Dataset entries
┌────────
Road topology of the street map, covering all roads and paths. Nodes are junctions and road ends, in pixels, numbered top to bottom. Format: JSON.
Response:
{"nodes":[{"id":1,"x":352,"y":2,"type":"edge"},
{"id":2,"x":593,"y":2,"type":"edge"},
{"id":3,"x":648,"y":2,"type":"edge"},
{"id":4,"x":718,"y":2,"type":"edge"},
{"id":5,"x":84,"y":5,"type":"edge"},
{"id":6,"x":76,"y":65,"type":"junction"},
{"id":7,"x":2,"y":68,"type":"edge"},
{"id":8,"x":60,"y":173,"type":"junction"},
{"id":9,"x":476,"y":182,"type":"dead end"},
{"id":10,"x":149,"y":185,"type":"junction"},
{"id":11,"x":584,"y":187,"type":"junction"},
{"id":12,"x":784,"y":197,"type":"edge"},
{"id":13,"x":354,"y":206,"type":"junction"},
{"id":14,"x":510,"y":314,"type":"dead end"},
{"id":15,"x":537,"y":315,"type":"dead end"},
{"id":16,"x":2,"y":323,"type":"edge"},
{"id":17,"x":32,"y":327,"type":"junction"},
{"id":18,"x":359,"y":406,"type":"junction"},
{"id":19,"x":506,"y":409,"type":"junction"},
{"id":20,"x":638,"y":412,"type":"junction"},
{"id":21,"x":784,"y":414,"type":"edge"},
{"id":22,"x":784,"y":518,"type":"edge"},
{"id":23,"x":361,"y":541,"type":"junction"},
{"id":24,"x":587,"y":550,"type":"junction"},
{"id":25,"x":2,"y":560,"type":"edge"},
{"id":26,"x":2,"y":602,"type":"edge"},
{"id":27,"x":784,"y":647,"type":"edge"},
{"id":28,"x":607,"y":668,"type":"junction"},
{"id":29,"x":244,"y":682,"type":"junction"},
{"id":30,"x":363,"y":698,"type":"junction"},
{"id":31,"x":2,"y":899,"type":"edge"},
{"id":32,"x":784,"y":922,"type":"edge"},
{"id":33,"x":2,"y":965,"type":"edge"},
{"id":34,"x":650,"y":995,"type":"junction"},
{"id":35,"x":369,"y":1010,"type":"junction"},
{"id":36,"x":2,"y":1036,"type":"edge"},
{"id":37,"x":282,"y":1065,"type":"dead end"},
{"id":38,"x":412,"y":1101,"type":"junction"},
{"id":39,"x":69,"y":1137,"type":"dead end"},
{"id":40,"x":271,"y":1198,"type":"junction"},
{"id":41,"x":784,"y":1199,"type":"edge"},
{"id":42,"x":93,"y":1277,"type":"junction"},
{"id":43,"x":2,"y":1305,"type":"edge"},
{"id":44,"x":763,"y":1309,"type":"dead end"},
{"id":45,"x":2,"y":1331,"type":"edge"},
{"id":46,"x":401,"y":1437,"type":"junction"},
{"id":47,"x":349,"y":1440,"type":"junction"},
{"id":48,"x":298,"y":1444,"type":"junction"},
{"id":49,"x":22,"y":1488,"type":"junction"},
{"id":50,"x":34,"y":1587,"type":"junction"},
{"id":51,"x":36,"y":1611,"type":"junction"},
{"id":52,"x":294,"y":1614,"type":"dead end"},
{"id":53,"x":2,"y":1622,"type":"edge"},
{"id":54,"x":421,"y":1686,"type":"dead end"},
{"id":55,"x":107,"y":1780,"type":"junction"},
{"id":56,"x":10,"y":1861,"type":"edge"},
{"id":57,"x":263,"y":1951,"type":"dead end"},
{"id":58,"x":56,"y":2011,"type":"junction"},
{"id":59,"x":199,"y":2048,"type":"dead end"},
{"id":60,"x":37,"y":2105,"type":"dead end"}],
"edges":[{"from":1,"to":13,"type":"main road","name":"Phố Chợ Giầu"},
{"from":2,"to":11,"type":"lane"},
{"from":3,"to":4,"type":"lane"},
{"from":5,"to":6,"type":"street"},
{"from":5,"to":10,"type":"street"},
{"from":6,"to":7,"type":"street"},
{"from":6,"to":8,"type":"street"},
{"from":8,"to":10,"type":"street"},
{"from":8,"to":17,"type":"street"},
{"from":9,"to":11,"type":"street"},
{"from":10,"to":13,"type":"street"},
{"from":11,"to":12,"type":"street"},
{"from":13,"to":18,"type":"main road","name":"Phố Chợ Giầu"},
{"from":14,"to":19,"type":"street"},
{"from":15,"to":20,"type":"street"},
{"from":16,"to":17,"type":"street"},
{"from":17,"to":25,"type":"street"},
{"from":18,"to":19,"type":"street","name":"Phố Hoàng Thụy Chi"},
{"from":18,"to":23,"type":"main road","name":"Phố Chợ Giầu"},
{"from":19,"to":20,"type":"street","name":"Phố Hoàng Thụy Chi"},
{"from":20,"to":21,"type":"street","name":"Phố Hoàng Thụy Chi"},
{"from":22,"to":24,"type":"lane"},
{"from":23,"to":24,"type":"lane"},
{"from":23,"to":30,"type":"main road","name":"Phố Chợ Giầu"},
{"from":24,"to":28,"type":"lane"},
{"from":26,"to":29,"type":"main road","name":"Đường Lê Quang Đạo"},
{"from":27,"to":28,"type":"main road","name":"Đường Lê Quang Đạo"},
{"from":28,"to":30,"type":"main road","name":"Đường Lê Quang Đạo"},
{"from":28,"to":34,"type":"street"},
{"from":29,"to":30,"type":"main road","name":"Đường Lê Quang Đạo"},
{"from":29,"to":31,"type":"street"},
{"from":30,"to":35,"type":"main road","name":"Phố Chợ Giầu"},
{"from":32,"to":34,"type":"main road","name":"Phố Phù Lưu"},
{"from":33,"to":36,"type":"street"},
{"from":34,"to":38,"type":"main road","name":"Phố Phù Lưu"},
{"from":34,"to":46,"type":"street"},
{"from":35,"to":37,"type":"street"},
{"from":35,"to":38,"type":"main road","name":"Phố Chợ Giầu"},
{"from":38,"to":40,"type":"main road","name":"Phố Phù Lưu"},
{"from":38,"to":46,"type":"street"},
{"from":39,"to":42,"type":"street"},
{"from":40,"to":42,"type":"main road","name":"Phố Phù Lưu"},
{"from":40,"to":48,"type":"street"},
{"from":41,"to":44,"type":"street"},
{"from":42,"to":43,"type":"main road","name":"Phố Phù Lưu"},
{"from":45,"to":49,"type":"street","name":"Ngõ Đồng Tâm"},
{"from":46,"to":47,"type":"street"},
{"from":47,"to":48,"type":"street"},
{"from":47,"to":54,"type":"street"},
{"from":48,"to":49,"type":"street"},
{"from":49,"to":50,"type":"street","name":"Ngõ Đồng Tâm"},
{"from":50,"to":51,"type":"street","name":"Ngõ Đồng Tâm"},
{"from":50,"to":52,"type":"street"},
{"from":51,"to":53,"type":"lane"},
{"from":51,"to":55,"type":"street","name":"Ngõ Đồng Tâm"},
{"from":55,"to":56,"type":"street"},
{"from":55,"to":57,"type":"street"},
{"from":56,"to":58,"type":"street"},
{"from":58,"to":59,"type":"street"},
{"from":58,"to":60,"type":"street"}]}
└────────
# What you should do:
Give only the number of lines in the data that hold the string "lane".

# Problem solution:
6